Thus the rules on the holding of examination, the qualifications of applicants, the passing
grades, etc. are within the scope, of the legislative power. But the power to determine when
a candidate has made or has not made the required grade is judicial, and lies completely
with this Court.

I hold that the act under consideration is an exercise of the judicial function, and lies
beyond the scope of the congressional prerogative of amending the rules. To say that
candidates who obtain a general average of 72 per cent in 1953, 73 per cent in 1954, and 74
per cent in 1955 should be considered as having passed the examination, is to mean
exercise of the privilege and discretion judged in this Court. It is a mandate to the tribunal
to pass candidates for different years with grades lower than the passing mark. No
reasoning is necessary to show that it is an arrogation of the Court's judicial authority and
discretion. It is furthermore objectionable as discriminatory. Why should those taking the
examinations in 1953, 1954 and 1955 be allowed to have the privilege of a lower passing
grade, while those taking earlier or later are not?
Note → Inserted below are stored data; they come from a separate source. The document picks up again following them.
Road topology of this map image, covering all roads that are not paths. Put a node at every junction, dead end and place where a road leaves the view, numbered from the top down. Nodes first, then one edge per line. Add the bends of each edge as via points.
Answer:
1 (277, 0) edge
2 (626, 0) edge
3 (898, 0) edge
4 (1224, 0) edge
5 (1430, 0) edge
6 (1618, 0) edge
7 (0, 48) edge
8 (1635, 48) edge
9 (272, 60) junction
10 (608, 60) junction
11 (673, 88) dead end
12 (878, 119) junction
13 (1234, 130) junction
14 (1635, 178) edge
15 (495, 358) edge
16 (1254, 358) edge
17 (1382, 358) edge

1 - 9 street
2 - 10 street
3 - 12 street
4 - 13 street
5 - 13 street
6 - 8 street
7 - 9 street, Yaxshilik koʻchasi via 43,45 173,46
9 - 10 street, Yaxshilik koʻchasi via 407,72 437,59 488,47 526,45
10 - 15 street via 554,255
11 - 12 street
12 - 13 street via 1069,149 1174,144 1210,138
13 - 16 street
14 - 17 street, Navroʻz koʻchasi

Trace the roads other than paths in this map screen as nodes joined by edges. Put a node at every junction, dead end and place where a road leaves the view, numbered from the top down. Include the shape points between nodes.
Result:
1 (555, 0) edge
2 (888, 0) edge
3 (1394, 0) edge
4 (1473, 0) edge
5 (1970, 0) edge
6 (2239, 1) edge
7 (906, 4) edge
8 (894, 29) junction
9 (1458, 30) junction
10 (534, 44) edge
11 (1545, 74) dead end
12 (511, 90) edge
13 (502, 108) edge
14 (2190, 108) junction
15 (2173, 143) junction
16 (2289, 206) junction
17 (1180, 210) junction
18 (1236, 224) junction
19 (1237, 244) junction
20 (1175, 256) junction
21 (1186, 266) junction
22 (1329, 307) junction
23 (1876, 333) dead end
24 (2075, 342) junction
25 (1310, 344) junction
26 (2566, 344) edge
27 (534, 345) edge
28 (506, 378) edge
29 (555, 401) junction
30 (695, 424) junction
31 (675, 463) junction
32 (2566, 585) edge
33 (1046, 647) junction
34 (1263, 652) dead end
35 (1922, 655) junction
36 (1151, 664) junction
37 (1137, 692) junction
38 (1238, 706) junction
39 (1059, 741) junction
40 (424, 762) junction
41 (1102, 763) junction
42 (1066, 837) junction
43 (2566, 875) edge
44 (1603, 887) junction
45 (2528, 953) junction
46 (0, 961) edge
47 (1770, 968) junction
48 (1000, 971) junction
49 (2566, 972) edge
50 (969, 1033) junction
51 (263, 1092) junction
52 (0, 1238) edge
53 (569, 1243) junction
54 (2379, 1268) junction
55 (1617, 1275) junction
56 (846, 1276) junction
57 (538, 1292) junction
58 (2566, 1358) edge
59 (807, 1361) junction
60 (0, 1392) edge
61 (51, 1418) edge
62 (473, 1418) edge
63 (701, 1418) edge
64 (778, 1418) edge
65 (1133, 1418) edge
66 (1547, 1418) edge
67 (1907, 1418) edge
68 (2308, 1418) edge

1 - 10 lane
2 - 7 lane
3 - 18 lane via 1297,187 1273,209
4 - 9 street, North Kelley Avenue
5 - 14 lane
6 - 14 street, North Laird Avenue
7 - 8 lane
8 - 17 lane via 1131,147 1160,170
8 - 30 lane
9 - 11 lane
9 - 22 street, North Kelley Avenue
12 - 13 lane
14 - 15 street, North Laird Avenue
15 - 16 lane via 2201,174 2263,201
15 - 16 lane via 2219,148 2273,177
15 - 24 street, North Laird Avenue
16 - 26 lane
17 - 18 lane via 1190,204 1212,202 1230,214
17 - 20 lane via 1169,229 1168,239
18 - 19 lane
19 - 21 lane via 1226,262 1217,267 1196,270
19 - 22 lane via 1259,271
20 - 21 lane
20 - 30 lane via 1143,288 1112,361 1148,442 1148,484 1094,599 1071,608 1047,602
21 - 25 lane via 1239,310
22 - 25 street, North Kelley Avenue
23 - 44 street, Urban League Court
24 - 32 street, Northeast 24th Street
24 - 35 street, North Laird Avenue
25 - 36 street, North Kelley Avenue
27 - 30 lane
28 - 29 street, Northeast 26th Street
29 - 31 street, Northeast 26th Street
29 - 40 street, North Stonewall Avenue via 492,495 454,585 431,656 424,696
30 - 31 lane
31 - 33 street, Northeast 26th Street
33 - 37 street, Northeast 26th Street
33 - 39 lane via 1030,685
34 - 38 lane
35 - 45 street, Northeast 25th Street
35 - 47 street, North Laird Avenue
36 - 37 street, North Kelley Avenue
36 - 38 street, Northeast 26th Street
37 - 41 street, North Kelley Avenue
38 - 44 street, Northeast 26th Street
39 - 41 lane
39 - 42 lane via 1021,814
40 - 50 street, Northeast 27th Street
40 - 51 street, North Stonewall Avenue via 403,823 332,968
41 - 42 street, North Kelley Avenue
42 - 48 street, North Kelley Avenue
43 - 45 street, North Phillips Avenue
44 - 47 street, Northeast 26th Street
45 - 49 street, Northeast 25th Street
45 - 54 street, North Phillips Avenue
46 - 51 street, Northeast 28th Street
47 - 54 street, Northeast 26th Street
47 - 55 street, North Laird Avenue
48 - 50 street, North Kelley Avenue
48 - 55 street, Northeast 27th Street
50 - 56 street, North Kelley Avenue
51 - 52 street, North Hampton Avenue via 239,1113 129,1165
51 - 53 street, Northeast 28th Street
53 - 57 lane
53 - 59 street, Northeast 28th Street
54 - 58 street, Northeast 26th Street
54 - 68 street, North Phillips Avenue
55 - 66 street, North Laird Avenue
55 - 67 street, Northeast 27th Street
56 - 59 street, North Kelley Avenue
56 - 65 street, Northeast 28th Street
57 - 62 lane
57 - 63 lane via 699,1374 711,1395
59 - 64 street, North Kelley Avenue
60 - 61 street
I vote that the act in toto be declared unconstitutional, because it is not embraced within
the rule-making power of Congress, because it is an undue interference with the power of
this Court to admit members thereof, and because it is discriminatory.

DISSENTING OPINION

Paras, C.J.:

Under section 14 of Rule of Court No. 127, in order that a bar candidate "may be deemed to
have passed his examinations successfully, he must have obtained a general average of 75
per cent in all subjects, without falling below 50 per cent in any subject." This passing mark
has always been adhered to, with certain exception presently to be specified.
With reference to the bar examinations given in August, 1946, the original list of successful
candidates included only those who obtained a general average of 75 per cent or more.
Upon motion for reconsideration, however, 12 candidates with general averages ranging
from 72 to 73 per cent were raised to 75 per cent by resolution of December 18, 1946. In the
examinations of November, 1946 the list first released containing the names of successful
candidates covered only those who obtained a general average of 75 per cent or more; but,
upon motion for reconsideration, 19 candidates with a general average of 72 per cent were
raised to 75 per cent by resolution of March 31, 1947. This would indicate that in the original
list of successful candidates those having a general average of 73 per cent or more but
below 75 per cent were included. After the original list of 1947 successful bar candidates
had been released, and on motion, for reconsideration, all candidates with a general
average of 69 per cent were allowed to pass by resolution of July 15, 1948. With respect to
the bar examinations held in August, 1948, in addition to the original list of successful bar
candidates, all those who obtained a general average of 70 per cent or more, irrespective of
the grades in any one subject and irrespective of whether they filed petitions for
reconsideration, were allowed to pass by resolution of April 28, 1949. Thus, for the year 1947
the Court in effect made 69 per cent as the passing average, and for the year 1948, 70 per
cent; and this amounted, without being noticed perhaps, to an amendment of section 14 of
Rule 127.

Numerous flunkers in the bar examinatons held subsequent to 1948, whose general
averages mostly ranged from 69 to 73 per cent, filed motions for reconsideration, invoking
the precedents set by this Court in 1947 and 1948, but said motions were uniformly denied.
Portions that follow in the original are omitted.